> _EXERCISE OBJECTIVE_:
Below this line are records; transcribe exactly the lines between the one holding "thumb ip: (892, 986)" and the one holding "pinky dip: (1008, 824)", inclusive, and omit the pictures.

> _MATERIAL FOR THIS TASK_:
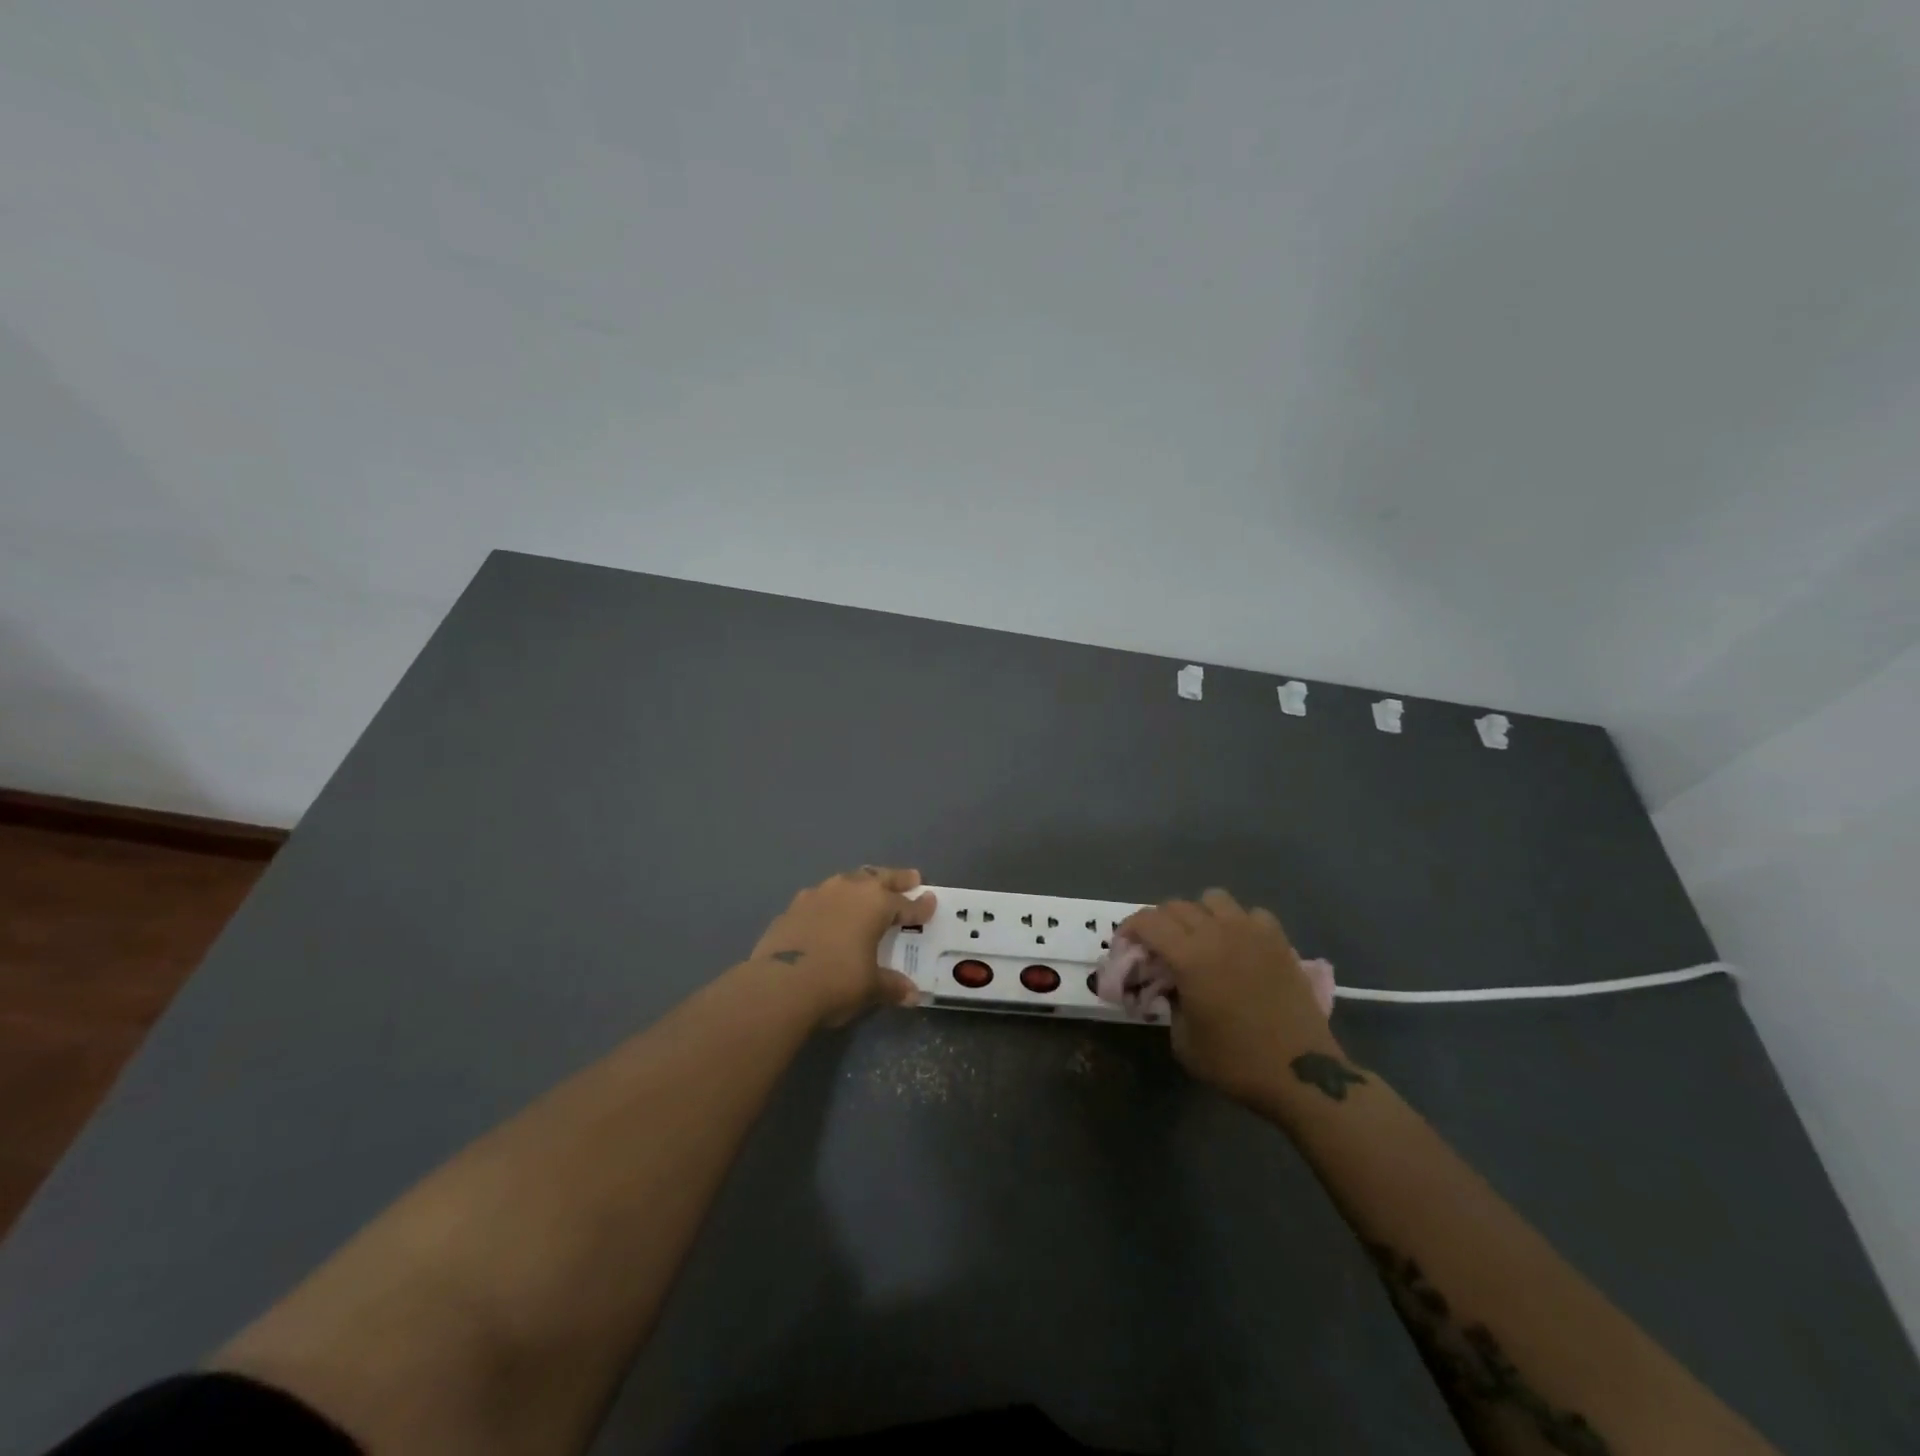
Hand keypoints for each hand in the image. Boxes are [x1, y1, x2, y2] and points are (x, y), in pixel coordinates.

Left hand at [749, 867, 936, 1027]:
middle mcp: (849, 890)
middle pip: (879, 878)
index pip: (905, 904)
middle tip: (911, 878)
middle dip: (896, 879)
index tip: (931, 902)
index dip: (920, 906)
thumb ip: (892, 986)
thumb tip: (911, 994)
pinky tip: (829, 912)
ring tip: (867, 889)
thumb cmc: (837, 981)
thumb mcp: (870, 987)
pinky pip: (820, 897)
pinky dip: (831, 902)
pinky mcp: (792, 907)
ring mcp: (817, 895)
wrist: (778, 985)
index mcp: (875, 904)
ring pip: (847, 880)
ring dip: (861, 884)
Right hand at [1121, 888, 1339, 1104]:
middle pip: (1176, 906)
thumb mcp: (1184, 1041)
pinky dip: (1238, 923)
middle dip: (1159, 922)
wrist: (1302, 1074)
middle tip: (1157, 947)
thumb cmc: (1236, 1063)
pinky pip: (1251, 914)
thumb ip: (1169, 1003)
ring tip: (1199, 939)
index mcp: (1188, 957)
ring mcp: (1251, 933)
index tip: (1125, 945)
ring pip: (1214, 899)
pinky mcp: (1279, 942)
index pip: (1147, 921)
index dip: (1129, 928)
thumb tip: (1171, 986)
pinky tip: (1239, 946)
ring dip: (1198, 914)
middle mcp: (1217, 934)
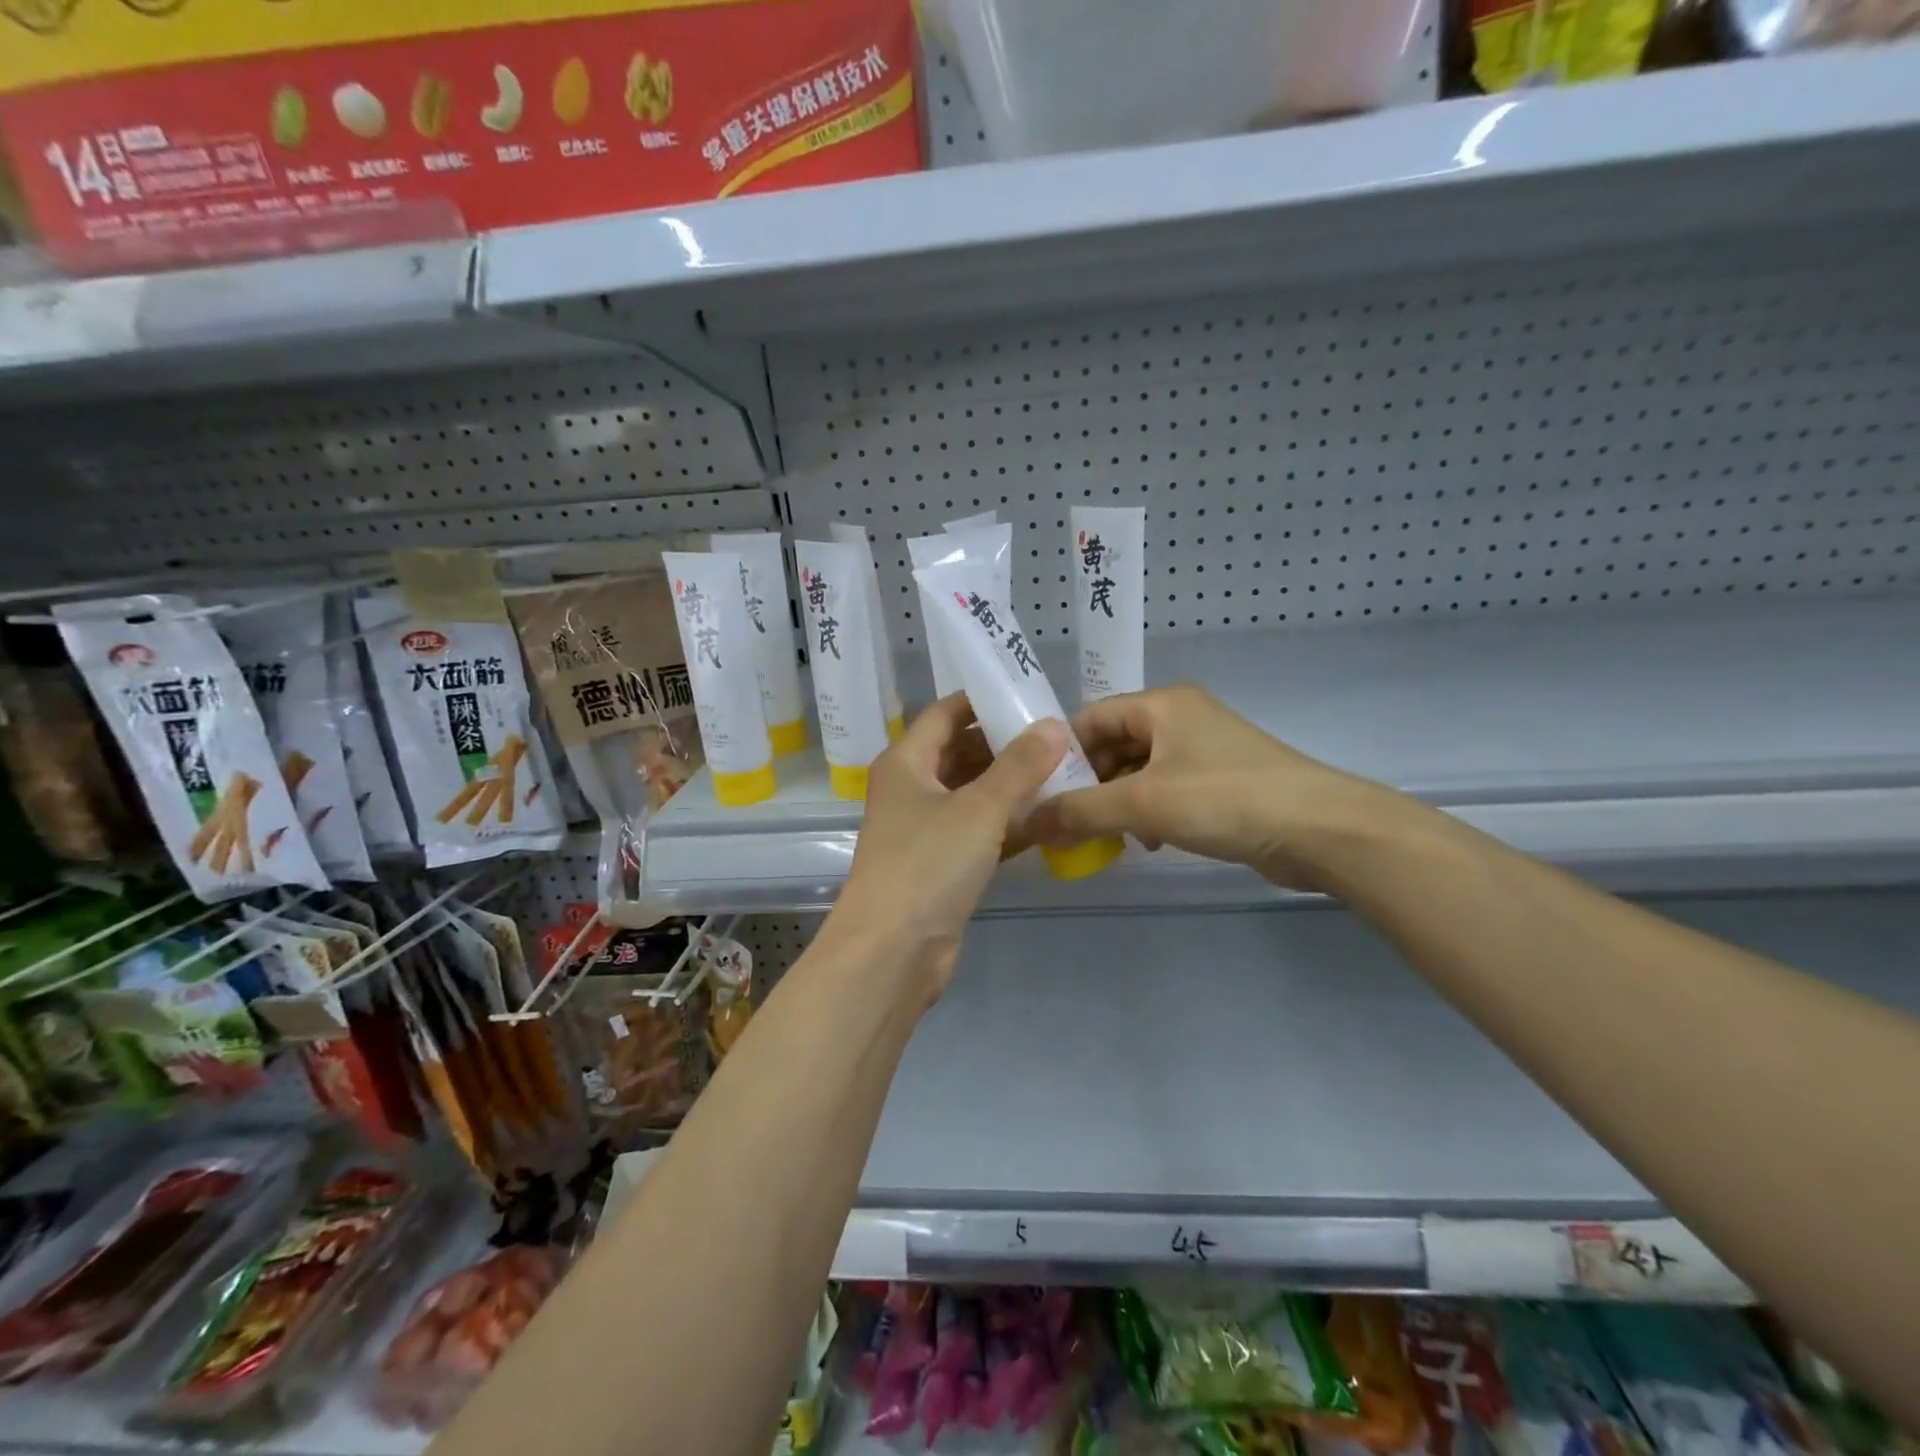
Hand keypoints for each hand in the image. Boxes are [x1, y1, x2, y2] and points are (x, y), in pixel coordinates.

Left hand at [833, 694, 1067, 996]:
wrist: (891, 952)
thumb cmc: (927, 864)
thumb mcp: (979, 808)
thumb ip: (1019, 766)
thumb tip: (1054, 725)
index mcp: (905, 763)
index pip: (945, 714)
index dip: (982, 700)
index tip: (1028, 694)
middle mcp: (911, 790)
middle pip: (960, 753)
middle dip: (1005, 745)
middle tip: (1056, 737)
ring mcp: (924, 830)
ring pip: (973, 795)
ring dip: (1011, 786)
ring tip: (1062, 772)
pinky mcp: (941, 866)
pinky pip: (979, 832)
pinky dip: (1008, 824)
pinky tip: (1049, 820)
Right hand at [1025, 685, 1393, 890]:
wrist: (1320, 830)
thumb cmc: (1225, 799)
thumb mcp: (1143, 804)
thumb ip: (1080, 812)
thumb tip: (1028, 825)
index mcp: (1161, 705)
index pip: (1090, 719)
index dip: (1060, 754)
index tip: (1039, 793)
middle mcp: (1180, 719)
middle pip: (1113, 745)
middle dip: (1088, 785)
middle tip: (1064, 823)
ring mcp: (1203, 750)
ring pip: (1139, 771)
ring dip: (1115, 803)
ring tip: (1100, 837)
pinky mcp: (1220, 782)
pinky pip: (1166, 790)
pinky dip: (1147, 812)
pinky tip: (1145, 841)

> _TASK ANSWER_:
thumb ip: (892, 986)
thumb tip: (911, 994)
pinky tip: (829, 912)
ring tip: (867, 889)
thumb cmc: (837, 981)
thumb mcp: (870, 987)
pinky pip: (820, 897)
pinky dip: (831, 902)
pinky mcp: (792, 907)
ring mcp: (817, 895)
wrist: (778, 985)
index mcp: (875, 904)
ring pip: (847, 880)
ring dip: (861, 884)
Right hand at [1121, 888, 1339, 1104]:
middle pip: (1176, 906)
thumb mcp: (1184, 1041)
pinky dip: (1238, 923)
middle dip: (1159, 922)
wrist: (1302, 1074)
middle tip: (1157, 947)
thumb cmc: (1236, 1063)
pinky pip: (1251, 914)
thumb ip: (1169, 1003)
ring tip: (1199, 939)
index mcp: (1188, 957)
ring mcp: (1251, 933)
index tip: (1125, 945)
ring pip: (1214, 899)
pinky mcp: (1279, 942)
index pip: (1147, 921)
index dip: (1129, 928)
thumb tip: (1171, 986)
pinky tip: (1239, 946)
ring dip: (1198, 914)
middle mcp: (1217, 934)
Hand keypoints for each hand in the image. Boxes are [x1, y1, x2, y2] and points are (x, y), in pixel coordinates.

Left hand at [833, 694, 1067, 996]:
wrist: (891, 952)
thumb cmc: (927, 864)
thumb mcp: (979, 808)
thumb ip: (1019, 766)
thumb tip: (1054, 725)
index mcp: (905, 763)
index pip: (945, 714)
index dip: (982, 700)
index tip: (1028, 694)
middle mcp: (911, 790)
middle pip: (960, 753)
middle dip: (1005, 745)
middle tip: (1056, 737)
ring mcp: (924, 830)
ring pip: (973, 795)
ring dip: (1011, 786)
ring tip: (1062, 772)
pinky mcp: (941, 866)
pinky pip: (979, 832)
pinky dip: (1008, 824)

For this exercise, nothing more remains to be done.